Aniai · 2024 - 2025
A robotics startup that handles development through operation needs reliable tools for collaboration.
As a founding product designer, I helped build internal tools used across the company. These tools support how robots are built, tested, and deployed.
Robots handle delicate tasks. Even a few millimeters of deviation can mean failure. To ensure reliability, robots must go through multiple rounds of testing before deployment.
Testing requires firmware configured for specific test conditions. Creating this firmware previously required editing the codebase directly, which slowed down teams unfamiliar with the system.

Making firmware parametric solved this problem. The firmware editor exposes parameters in a structured interface. The layout mirrors a spreadsheet, allowing users to scan and modify values quickly1.
An information panel provides guidance for each parameter, helping users adjust configurations without guesswork.
This feature significantly reduced the time required to create test firmware. What previously took 2–3 business days now takes about five minutes. As a result, the number of tests conducted in the same time span increased by 3x.
Timely robot upgrades are critical. Customers expect smooth updates without downtime. As production scaled and multiple robot versions emerged, coordinating updates became increasingly complex.

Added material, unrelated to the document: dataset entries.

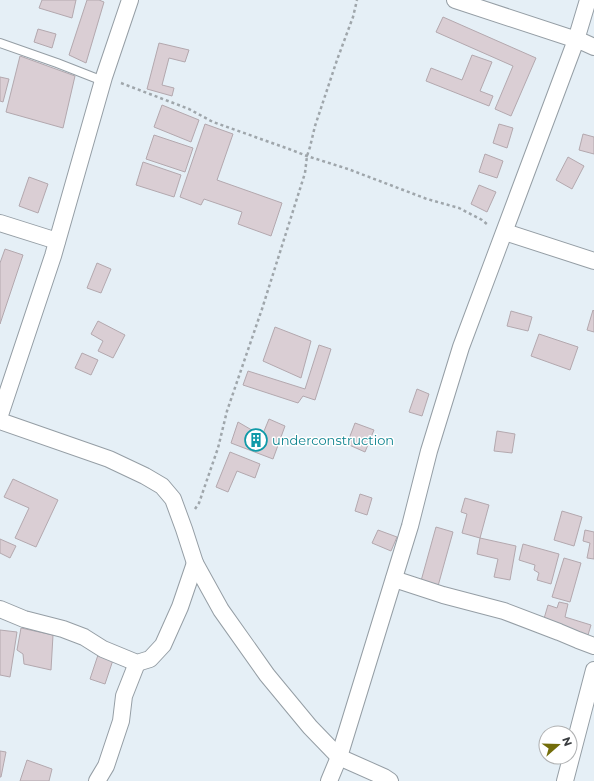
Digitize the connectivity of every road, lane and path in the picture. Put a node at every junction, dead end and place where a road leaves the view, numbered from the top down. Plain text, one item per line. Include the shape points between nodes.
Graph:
1 (130, 0) edge
2 (357, 0) edge
3 (455, 0) edge
4 (588, 0) edge
5 (576, 40) junction
6 (0, 43) edge
7 (594, 47) edge
8 (103, 79) junction
9 (307, 156) junction
10 (0, 223) edge
11 (504, 234) junction
12 (58, 241) junction
13 (594, 261) edge
14 (0, 415) edge
15 (0, 421) edge
16 (184, 529) junction
17 (195, 563) junction
18 (394, 579) junction
19 (0, 609) edge
20 (594, 646) edge
21 (137, 663) junction
22 (594, 670) edge
23 (339, 757) junction
24 (97, 781) edge
25 (329, 781) edge
26 (390, 781) edge
27 (565, 781) edge

1 - 8 street
2 - 9 path via 314,126
3 - 5 street
4 - 5 street
5 - 7 street
5 - 11 street
6 - 8 lane
8 - 9 path via 156,95 213,122
8 - 12 street
9 - 11 path via 459,208
9 - 16 path via 305,173 227,411 218,448 198,503
10 - 12 street
11 - 13 street
11 - 18 street via 459,354
12 - 14 street
15 - 16 street via 109,459 151,479 162,486 173,499
16 - 17 street
17 - 21 street via 180,607 163,645 150,659
17 - 23 street via 221,610 267,675 310,728
18 - 20 street via 504,611
18 - 23 street
19 - 21 street via 84,637 103,650
21 - 24 street via 124,696 121,721 106,766
22 - 27 street
23 - 25 street
23 - 26 street

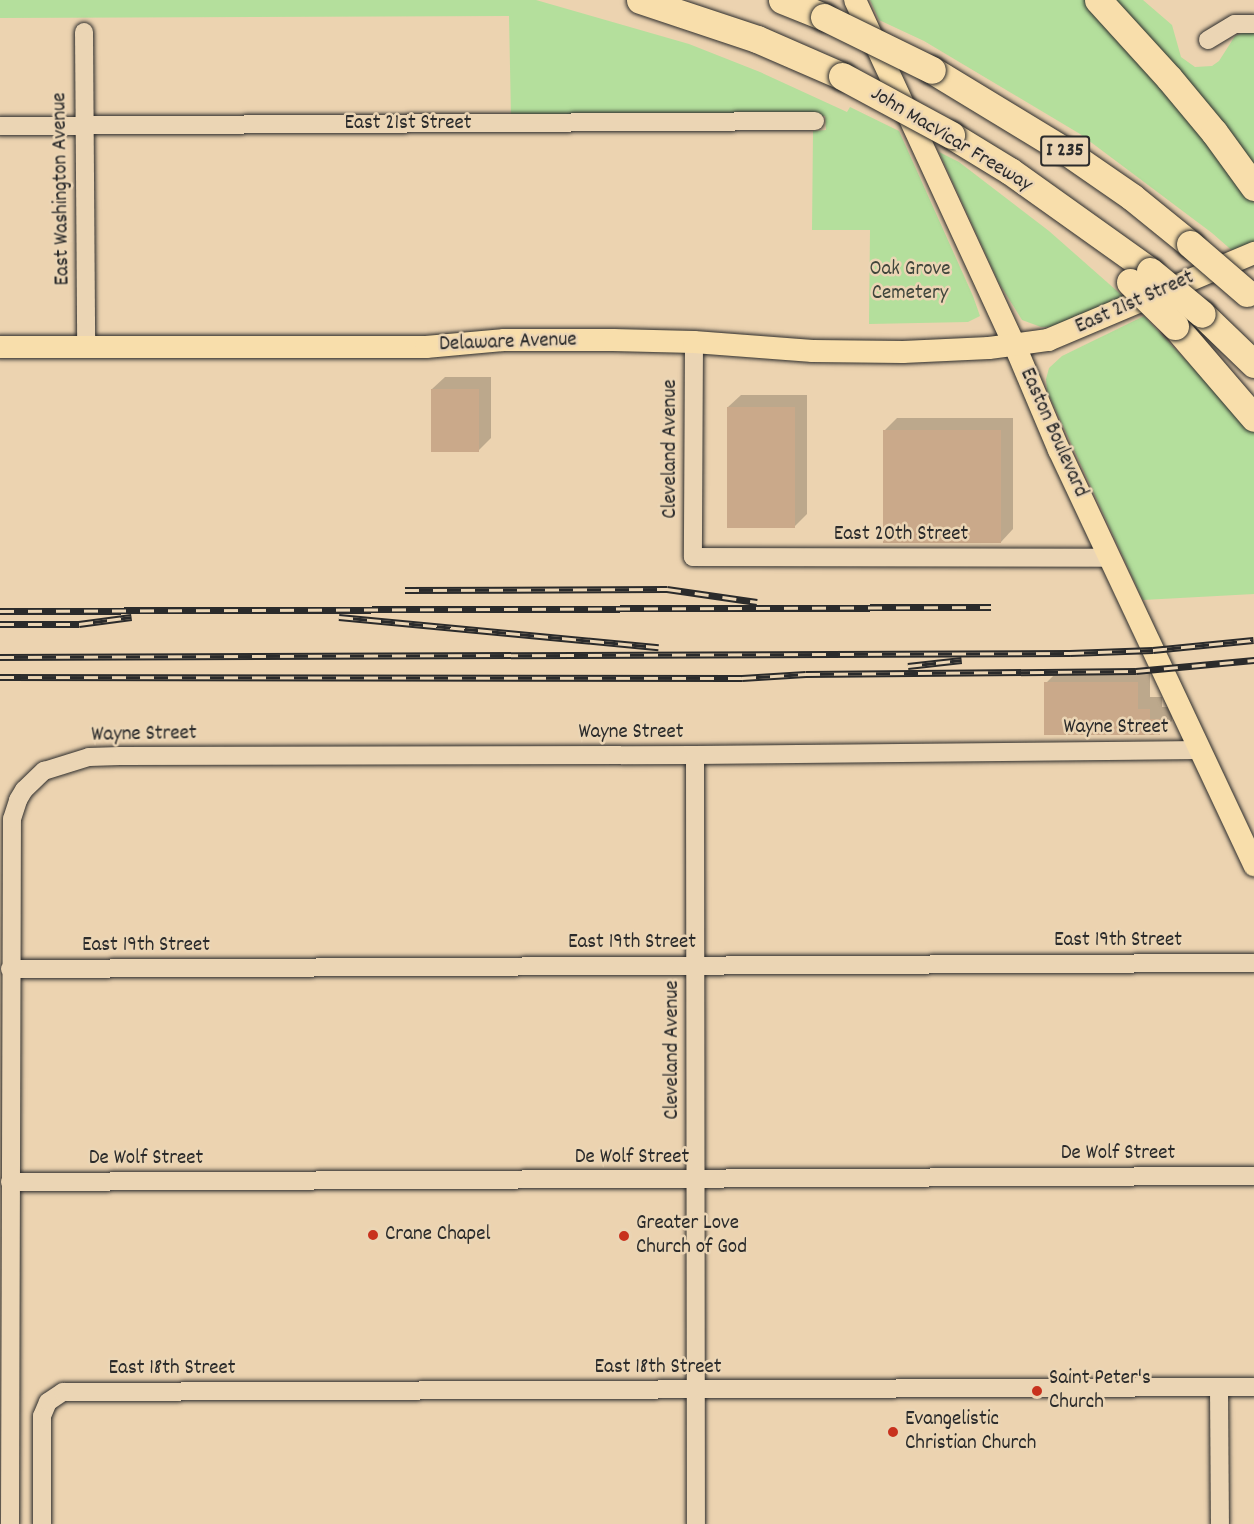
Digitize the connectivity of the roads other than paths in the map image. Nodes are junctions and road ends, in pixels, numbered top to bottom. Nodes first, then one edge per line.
1 (640, 0) edge
2 (782, 0) edge
3 (855, 0) edge
4 (1098, 0) edge
5 (1254, 24) edge
6 (84, 32) dead end
7 (1208, 40) dead end
8 (815, 121) dead end
9 (0, 126) edge
10 (83, 126) junction
11 (1254, 187) edge
12 (1254, 253) edge
13 (1140, 276) junction
14 (1251, 296) edge
15 (694, 342) junction
16 (1015, 346) junction
17 (0, 347) edge
18 (86, 347) junction
19 (1254, 364) edge
20 (1254, 417) edge
21 (693, 557) joint
22 (1110, 558) junction
23 (1200, 750) junction
24 (695, 755) junction
25 (1254, 865) edge
26 (1254, 963) edge
27 (696, 965) junction
28 (10, 969) junction
29 (1254, 1176) edge
30 (696, 1180) junction
31 (10, 1182) junction
32 (5, 1242) edge
33 (1254, 1387) edge
34 (1219, 1388) junction
35 (696, 1390) junction
36 (5, 1433) edge
37 (10, 1524) edge
38 (42, 1524) edge
39 (696, 1524) edge
40 (1220, 1524) edge

1 - 13 highway, John MacVicar Freeway / I 235, bridge
2 - 14 highway, I 235, bridge
3 - 16 main road, Easton Boulevard
4 - 11 highway
5 - 7 street
6 - 10 street, East Washington Avenue
8 - 10 street, East 21st Street
9 - 10 street, East 21st Street
10 - 18 street, East Washington Avenue
12 - 16 main road, East 21st Street
13 - 19 highway, bridge
13 - 20 highway, bridge
15 - 16 main road, Delaware Avenue
15 - 18 main road, Delaware Avenue
15 - 21 street, Cleveland Avenue
16 - 22 main road, Easton Boulevard
17 - 18 main road, Delaware Avenue
21 - 22 street, East 20th Street
22 - 23 main road, Easton Boulevard
23 - 24 street, Wayne Street
23 - 25 main road, Easton Boulevard
24 - 27 street, Cleveland Avenue
24 - 28 street, Wayne Street
26 - 27 street, East 19th Street
27 - 28 street, East 19th Street
27 - 30 street, Cleveland Avenue
28 - 31 street
29 - 30 street, De Wolf Street
30 - 31 street, De Wolf Street
30 - 35 street, Cleveland Avenue
31 - 32 street
32 - 36 street
33 - 34 street, East 18th Street
34 - 35 street, East 18th Street
34 - 40 street
35 - 38 street, East 18th Street
35 - 39 street, Cleveland Avenue
36 - 37 street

Updates involved many teams — robot engineers, product managers, manufacturing, and field service. The process needed a shared system everyone could rely on.

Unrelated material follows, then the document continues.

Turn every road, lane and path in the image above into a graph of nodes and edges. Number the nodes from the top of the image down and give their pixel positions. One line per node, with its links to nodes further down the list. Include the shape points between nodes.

Managing updates at the level of individual robots did not scale. Updates were instead organized by robot group. Each hardware version became a single source of truth, replacing the scattered, robot-by-robot approach.



A key design challenge was making the update status easy to understand for all stakeholders. Software names and versions were difficult to parse at a glance. The interface focuses on scannability. A structured table layout and clear typography make update plans easy to read and compare2.

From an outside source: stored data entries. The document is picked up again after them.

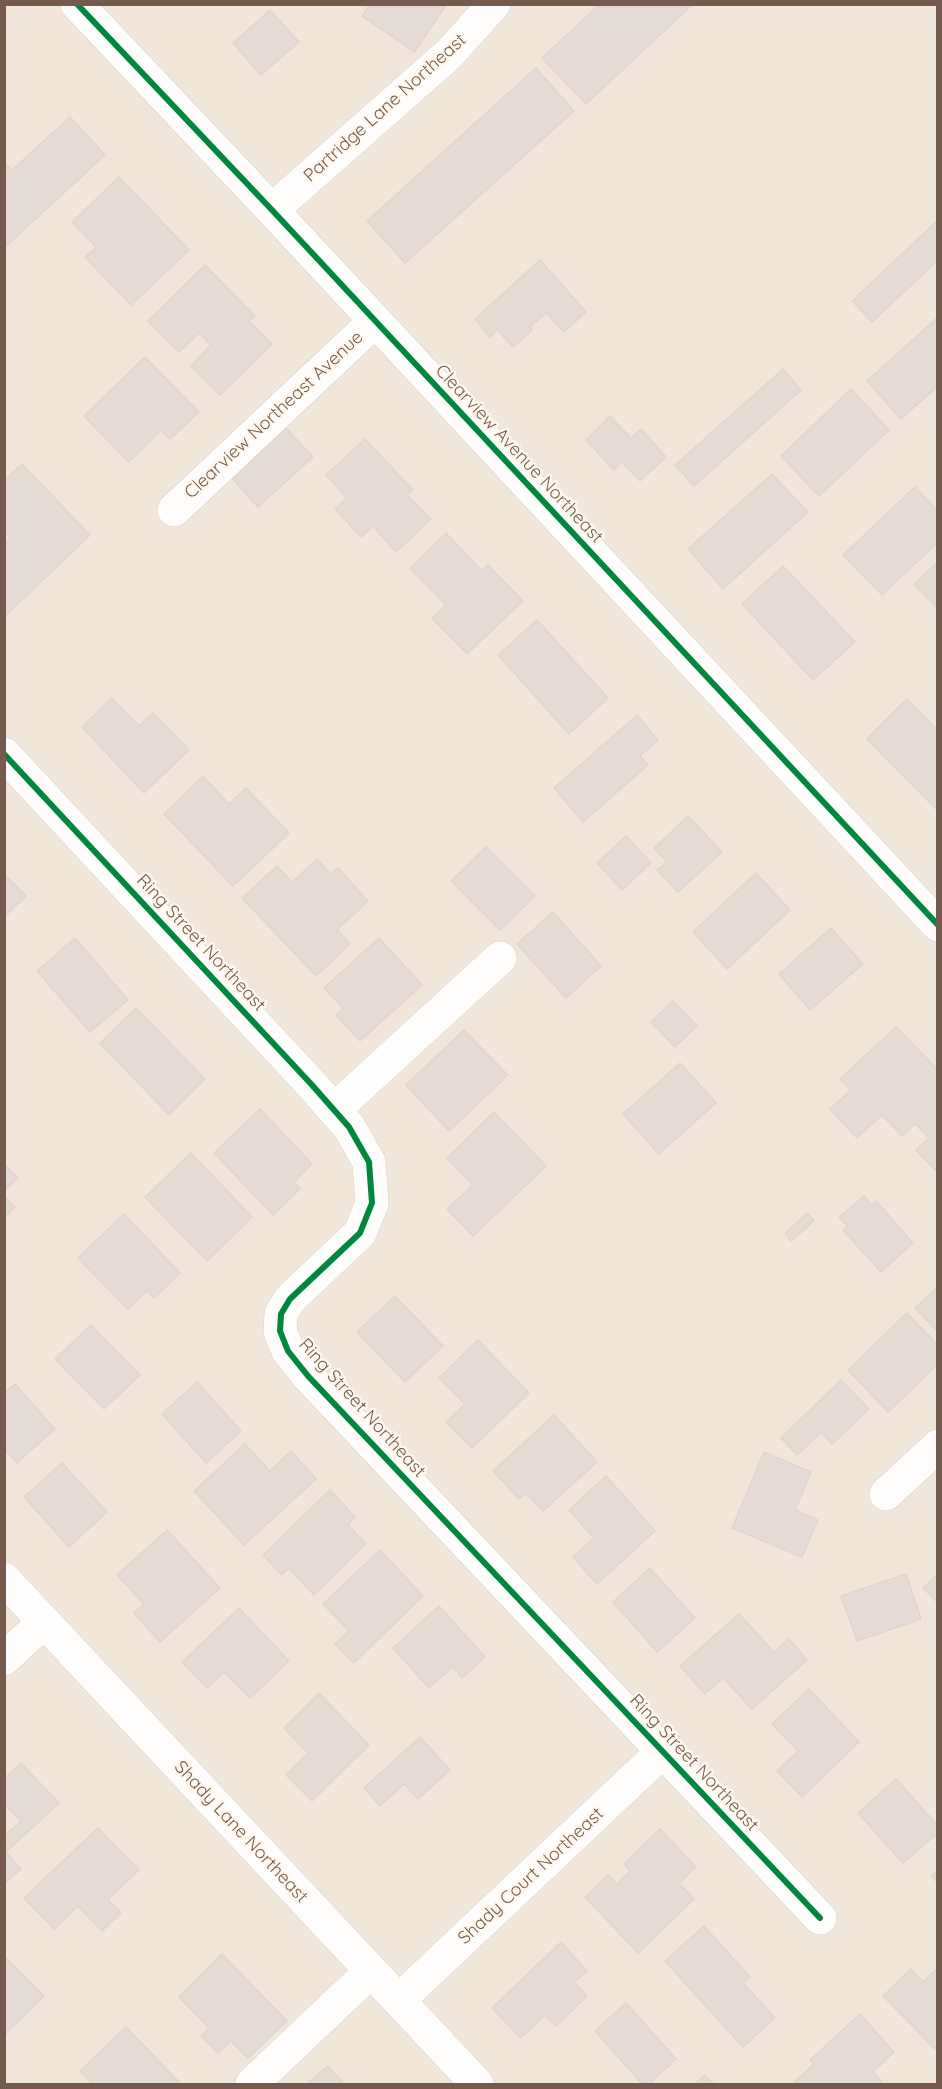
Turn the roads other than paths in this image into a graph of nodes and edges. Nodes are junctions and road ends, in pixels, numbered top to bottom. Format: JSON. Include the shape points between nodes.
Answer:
{"nodes":[{"id":1,"x":77,"y":4,"type":"edge"},
{"id":2,"x":494,"y":4,"type":"edge"},
{"id":3,"x":272,"y":210,"type":"junction"},
{"id":4,"x":375,"y":321,"type":"junction"},
{"id":5,"x":174,"y":510,"type":"dead end"},
{"id":6,"x":4,"y":754,"type":"edge"},
{"id":7,"x":938,"y":925,"type":"edge"},
{"id":8,"x":500,"y":958,"type":"dead end"},
{"id":9,"x":334,"y":1110,"type":"junction"},
{"id":10,"x":938,"y":1446,"type":"edge"},
{"id":11,"x":886,"y":1494,"type":"dead end"},
{"id":12,"x":4,"y":1579,"type":"edge"},
{"id":13,"x":44,"y":1622,"type":"junction"},
{"id":14,"x":4,"y":1659,"type":"edge"},
{"id":15,"x":662,"y":1752,"type":"junction"},
{"id":16,"x":820,"y":1918,"type":"dead end"},
{"id":17,"x":371,"y":1971,"type":"junction"},
{"id":18,"x":399,"y":2000,"type":"junction"},
{"id":19,"x":252,"y":2085,"type":"edge"},
{"id":20,"x":477,"y":2085,"type":"edge"}],
"edges":[{"from":1,"to":3,"type":"street","name":"Clearview Avenue Northeast"},
{"from":2,"to":3,"type":"street","name":"Partridge Lane Northeast","via":[[449,54]]},
{"from":3,"to":4,"type":"street","name":"Clearview Avenue Northeast"},
{"from":4,"to":5,"type":"street","name":"Clearview Northeast Avenue"},
{"from":4,"to":7,"type":"street","name":"Clearview Avenue Northeast"},
{"from":6,"to":9,"type":"street","name":"Ring Street Northeast"},
{"from":8,"to":9,"type":"street"},
{"from":9,"to":15,"type":"street","name":"Ring Street Northeast","via":[[369,1162],[372,1203],[360,1233],[290,1299],[281,1314],[280,1331],[288,1352]]},
{"from":10,"to":11,"type":"street"},
{"from":12,"to":13,"type":"street","name":"Shady Lane Northeast"},
{"from":13,"to":14,"type":"street"},
{"from":13,"to":17,"type":"street","name":"Shady Lane Northeast"},
{"from":15,"to":16,"type":"street","name":"Ring Street Northeast"},
{"from":15,"to":18,"type":"street","name":"Shady Court Northeast"},
{"from":17,"to":18,"type":"street","name":"Shady Lane Northeast"},
{"from":17,"to":19,"type":"street"},
{"from":18,"to":20,"type":"street","name":"Shady Lane Northeast"}]}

The design emphasizes transparency and predictability, allowing updates to scale smoothly across teams. Update errors dropped from 5% to 0%.
Beyond shipping features, I worked closely with engineers to establish a minimal design system for our internal tools.
As a two-person team (designer and software engineer), we built on top of shadcn and tailored it to our product needs. This approach let us move quickly while maintaining consistency.
In about a month, we documented foundational tokens and built 14 production-ready React components.



The system was designed primarily for robot engineers, our core users. High information density was essential. Typography, spacing, and color were refined to support readability and consistency across tools.
This system gave the team a reliable foundation. Interface development became faster, and product experiences remained consistent as the toolset expanded.
Building internal tools used across the company pushed my system thinking to a new level. Robot development is complex, and every workflow is tightly interconnected.
This also meant coordinating many stakeholders, each with different priorities and constraints. As the sole designer, I often had to advocate for the role of design — not just as visual polish, but as a system that shapes how teams collaborate and make decisions.
Over time, this perspective gained strong support and helped establish design as part of the product development process.